We have been digging up the visual archive of the library with Petra Bauer for the past few months. Reviewing materials over and over again to understand why these images were selected to be kept within the archive and what these images represent, not only in the past but also in the present. All of the images were collected from vintage stores, auction houses, flea markets and so forth.  The images that we were most drawn to were studio photography images from the early 30s and amateur photos from the late 50s in Turkey. We are currently trying to peel back the layers of desires that were reflected within these images in the archive. We are also trying to deconstruct the desires of the images themselves and in the meantime, not to forget our own desires too. Essentially, we are questioning the constructed images of these women in studios and how they defined the social, political and economical structures that frame the way we look at the subject’s bodily performances in society to this day.

AE: What is the role of censorship and historical reconstructions/revisionism within your practice?

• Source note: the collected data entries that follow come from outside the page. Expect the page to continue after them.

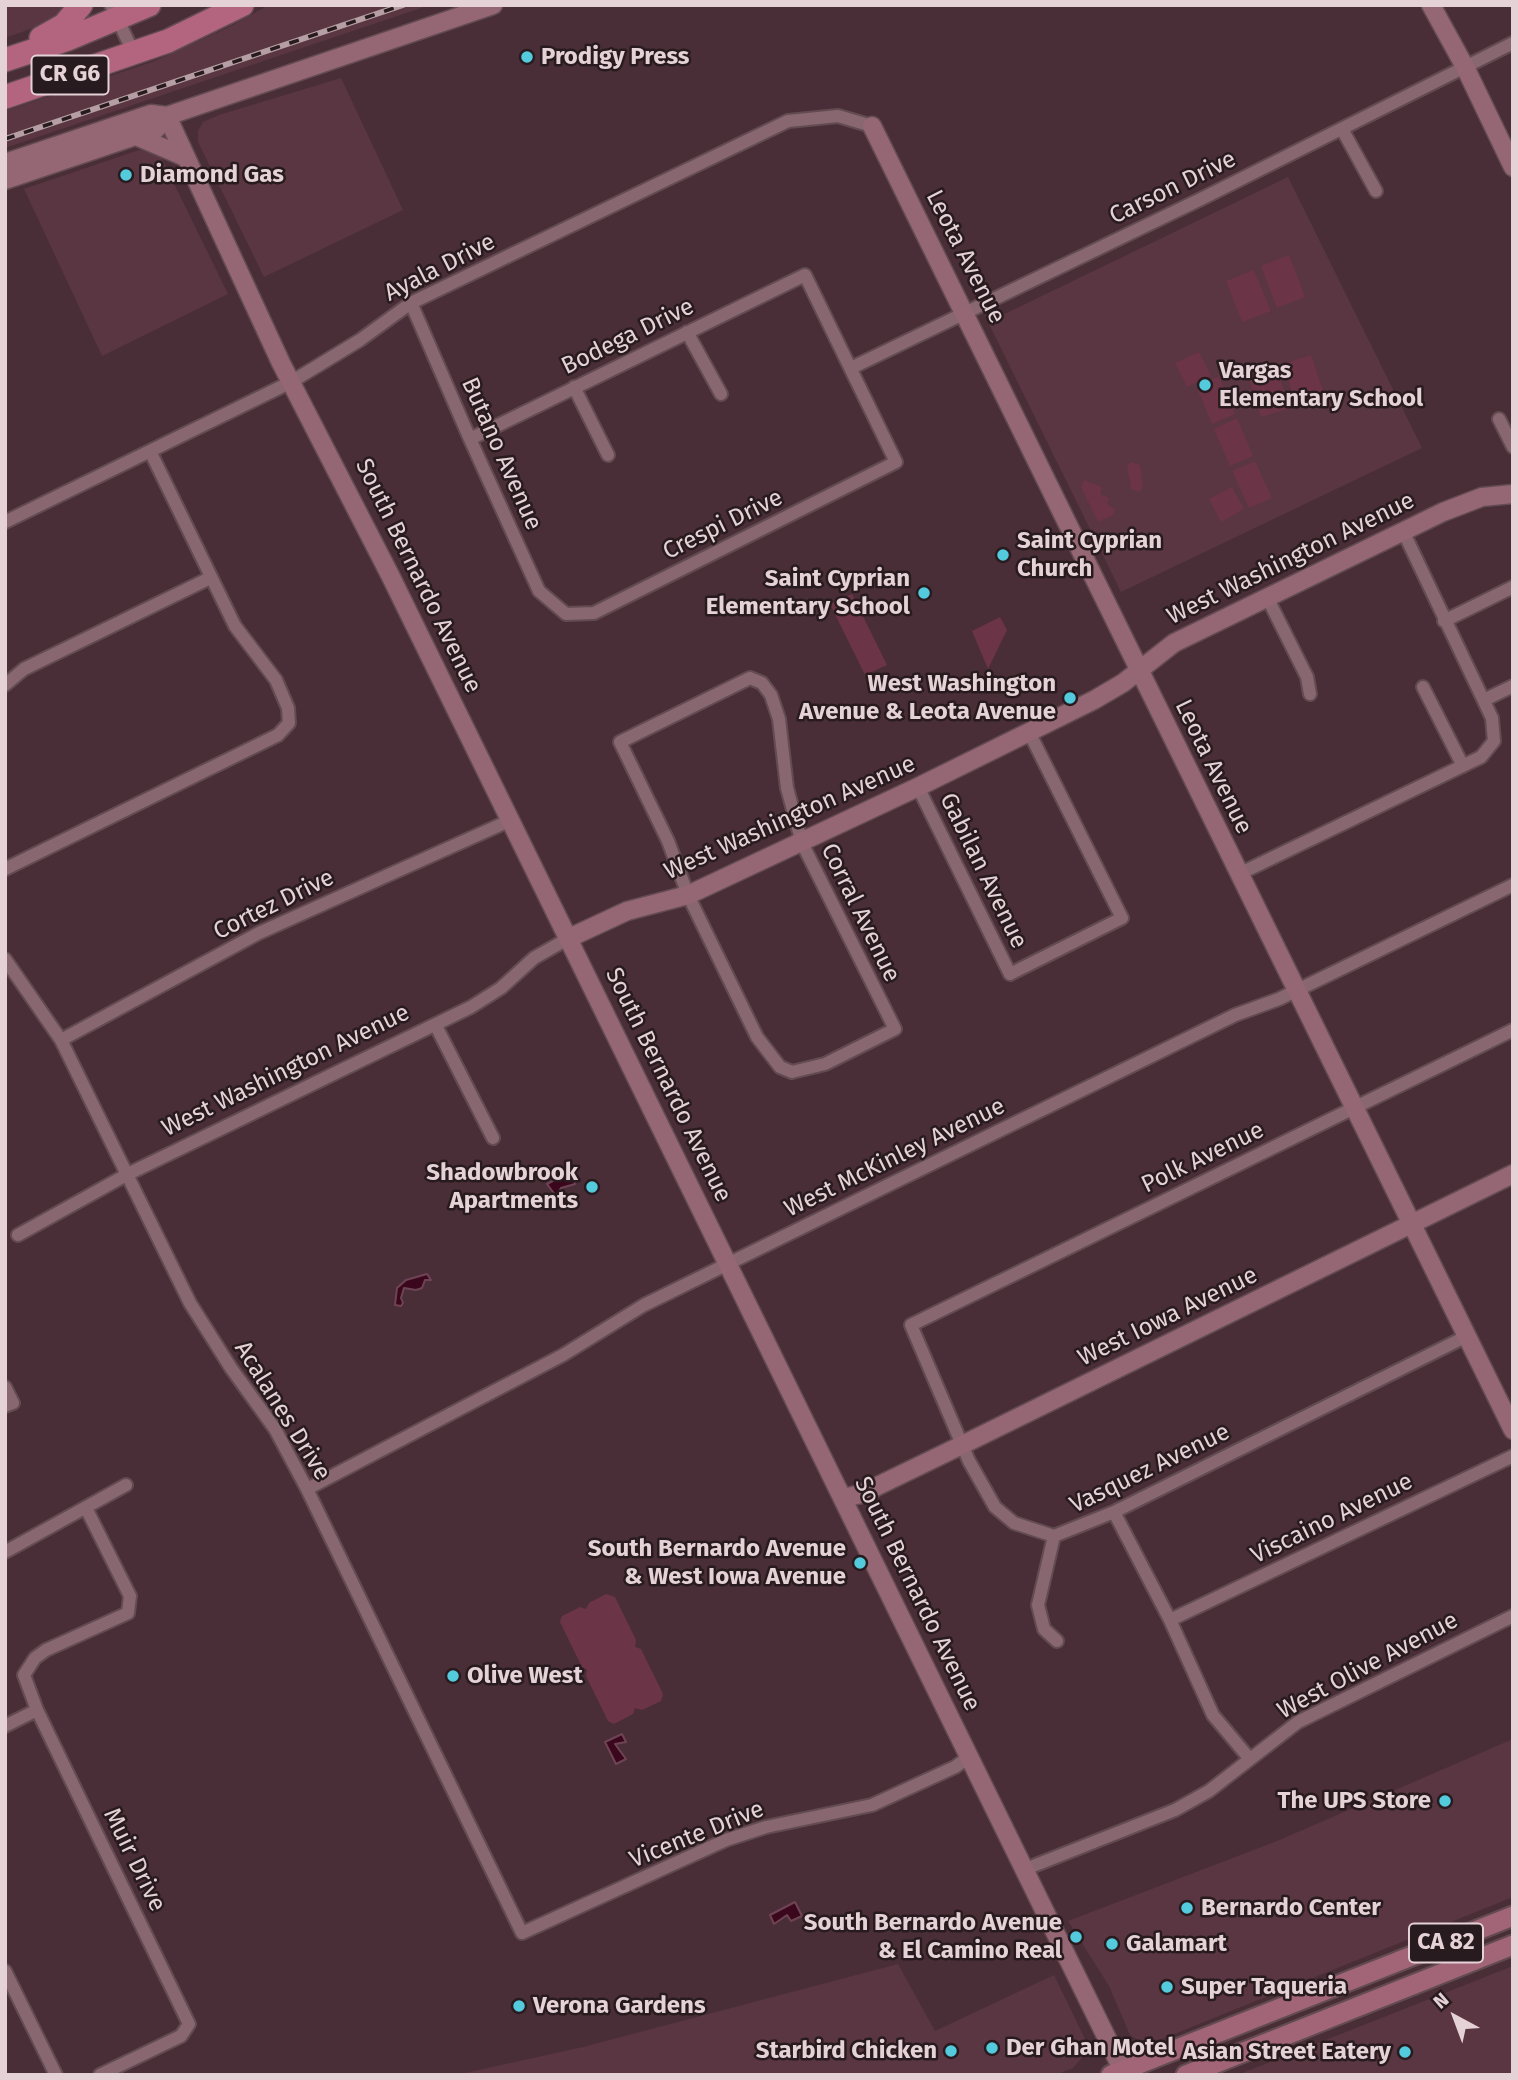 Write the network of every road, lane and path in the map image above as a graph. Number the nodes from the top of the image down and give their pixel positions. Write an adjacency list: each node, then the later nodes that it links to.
1 (81, 5): 10 (highway)
2 (149, 5): 7 (highway, CR G6)
3 (242, 5): 9 (highway, CR G6)
4 (493, 5): 13 (street)
5 (1431, 5): 11 (street)
6 (1440, 5): 11 (street)
7 (115, 12): 9 (street); 10 (highway, CR G6)
8 (1513, 43): 11 (street, Carson Drive)
9 (135, 54): 12 (highway, CR G6)
10 (5, 59)
11 (1465, 66): 15 (street, Carson Drive); 19 (street)
12 (5, 97)
13 (167, 116): 16 (street); 17 (street, South Bernardo Avenue); 18 (street)
14 (872, 126): 22 (street, Ayala Drive); 23 (street, Leota Avenue)
15 (1342, 129): 21 (street); 23 (street, Carson Drive)
16 (136, 136): 17 (street); 20 (street)
17 (185, 157): 26 (street, South Bernardo Avenue)
18 (5, 163)
19 (1513, 167)
20 (5, 180)
21 (1376, 191)
22 (411, 303): 26 (street, Ayala Drive); 30 (street, Butano Avenue)
23 (965, 312): 25 (street, Carson Drive); 42 (street, Leota Avenue)
24 (687, 332): 25 (street, Bodega Drive); 27 (street, Bodega Drive); 28 (street)
25 (851, 368): 40 (street, Crespi Drive)
26 (291, 382): 32 (street, Ayala Drive); 51 (street, South Bernardo Avenue)
27 (574, 387): 30 (street, Bodega Drive); 33 (street)
28 (721, 394)
29 (1499, 419): 31 (street)
30 (470, 439): 40 (street, Butano Avenue)
31 (1513, 447)
32 (150, 451): 35 (street, Ayala Drive); 37 (street)
33 (608, 455)
34 (1513, 494): 36 (street, West Washington Avenue)
35 (5, 522)
36 (1403, 531): 39 (street, West Washington Avenue); 41 (street)
37 (210, 578): 43 (street); 53 (street)
38 (1513, 587): 41 (street)
39 (1267, 597): 42 (street, West Washington Avenue); 46 (street)
40 (566, 614)
41 (1444, 621): 47 (street)
42 (1138, 670): 48 (street, West Washington Avenue); 54 (street, Leota Avenue)
43 (5, 685)
44 (1513, 686): 47 (street)
45 (1423, 687): 49 (street)
46 (1310, 694)
47 (1486, 704): 49 (street)
48 (1029, 732): 50 (street, West Washington Avenue); 50 (street, Gabilan Avenue)
49 (1463, 766): 54 (street)
50 (918, 787): 52 (street, West Washington Avenue)
51 (510, 820): 57 (street, South Bernardo Avenue); 62 (street, Cortez Drive)
52 (802, 843): 56 (street, West Washington Avenue); 56 (street, Corral Avenue); 56 (street, Corral Avenue)
53 (5, 869)
54 (1239, 874): 59 (street, Leota Avenue)
55 (1513, 885): 59 (street, West McKinley Avenue)
56 (688, 895): 57 (street, West Washington Avenue)
57 (569, 937): 60 (street, West Washington Avenue); 69 (street, South Bernardo Avenue)
58 (5, 959): 62 (street, Acalanes Drive)
59 (1296, 990): 63 (street, Leota Avenue); 69 (street, West McKinley Avenue)
60 (436, 1026): 64 (street); 65 (street, West Washington Avenue)
61 (1513, 1030): 63 (street, Polk Avenue)
62 (61, 1040): 65 (street, Acalanes Drive)
63 (1354, 1108): 67 (street, Leota Avenue); 70 (street, Polk Avenue)
64 (493, 1139)
65 (128, 1174): 68 (street, West Washington Avenue); 78 (street, Acalanes Drive)
66 (1513, 1174): 67 (street, West Iowa Avenue)
67 (1411, 1224): 71 (street, Leota Avenue); 75 (street, West Iowa Avenue)
68 (18, 1235)
69 (728, 1263): 78 (street, West McKinley Avenue); 79 (street, South Bernardo Avenue)
70 (911, 1325): 75 (street, Vasquez Avenue)
71 (1466, 1336): 74 (street, Leota Avenue); 81 (street, Vasquez Avenue)
72 (5, 1387): 73 (street)
73 (9, 1404)
74 (1513, 1430)
75 (964, 1444): 79 (street, West Iowa Avenue); 82 (street, Vasquez Avenue)
76 (1513, 1456): 85 (street, Viscaino Avenue)
77 (126, 1485): 80 (street)
78 (307, 1489): 93 (street, Acalanes Drive)
79 (843, 1498): 89 (street, South Bernardo Avenue)
80 (86, 1508): 83 (street); 87 (street, Muir Drive)
81 (1114, 1512): 82 (street, Vasquez Avenue); 85 (street)
82 (1054, 1536): 86 (street)
83 (5, 1552)
84 (1513, 1616): 90 (street, West Olive Avenue)
85 (1170, 1620): 90 (street)
86 (1057, 1641)
87 (37, 1710): 88 (street); 98 (street, Muir Drive)
88 (5, 1726)
89 (969, 1757): 91 (street, South Bernardo Avenue); 93 (street, Vicente Drive)
90 (1249, 1758): 91 (street, West Olive Avenue)
91 (1023, 1870): 96 (street, South Bernardo Avenue)
92 (1513, 1916): 96 (main road, CA 82)
93 (522, 1933)
94 (1513, 1945): 99 (main road, CA 82)
95 (5, 1971): 97 (street)
96 (1120, 2074)
97 (56, 2075)
98 (100, 2075)
99 (1186, 2075)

LA: I was brought up in a country where denial culture was and is an everyday reality. When one questions this phenomenon, one can easily understand censorship and historical revisionism’s role in this current constructed reality. I have always been trying to understand the tools which are being used by the hegemonic state to create these fictional realities that are projected onto us. After years of living under censorship I think games, allegories and metaphors have evolved and shifted in their meanings. I suppose I use the same methodologies that surround my day to day reality as a survival instinct. I play the game with the same rules but on my own terms, in other words, with the narratives that I want to shed light on.

AE: What and who are some of your major creative influences, and why?

LA: Daily newspapers used to be a huge influence for me. I especially paid attention to the vocabulary that was used and the visual narratives they depicted because they were similar to short novella’s but all the wrong representations. I created a few works that were based on how newspapers “function” here in Turkey. Nevermind is a fill-in-the-gaps board game that plays with the language of power that is reflected in the Turkish press. The players are given examples of actual news coverage that contain missing words and they must try to fill in the gaps with the help of a dictionary based on TDK (Turkish Language Institution), which is in itself another biased source. By doing so, the game introduces the wording choices available to aggressors and victims, nevertheless biased towards the side of power and hegemony. Another project, Hope Archive:Letters is a radio broadcast of a compilation of open letters published in Cumhuriyet newspaper addressing its imprisoned journalists between 2015-2017 when there was a letter ban towards incarcerated individuals.

Nowadays, I have shifted more towards literature, especially memoirs and fiction. I am drawn to family histories as well. Most of the time there is a missing part in people’s stories and I am curious to learn what it is or why it is hidden. I am also curious to learn about the relation between the individual’s story in comparison to the community’s story.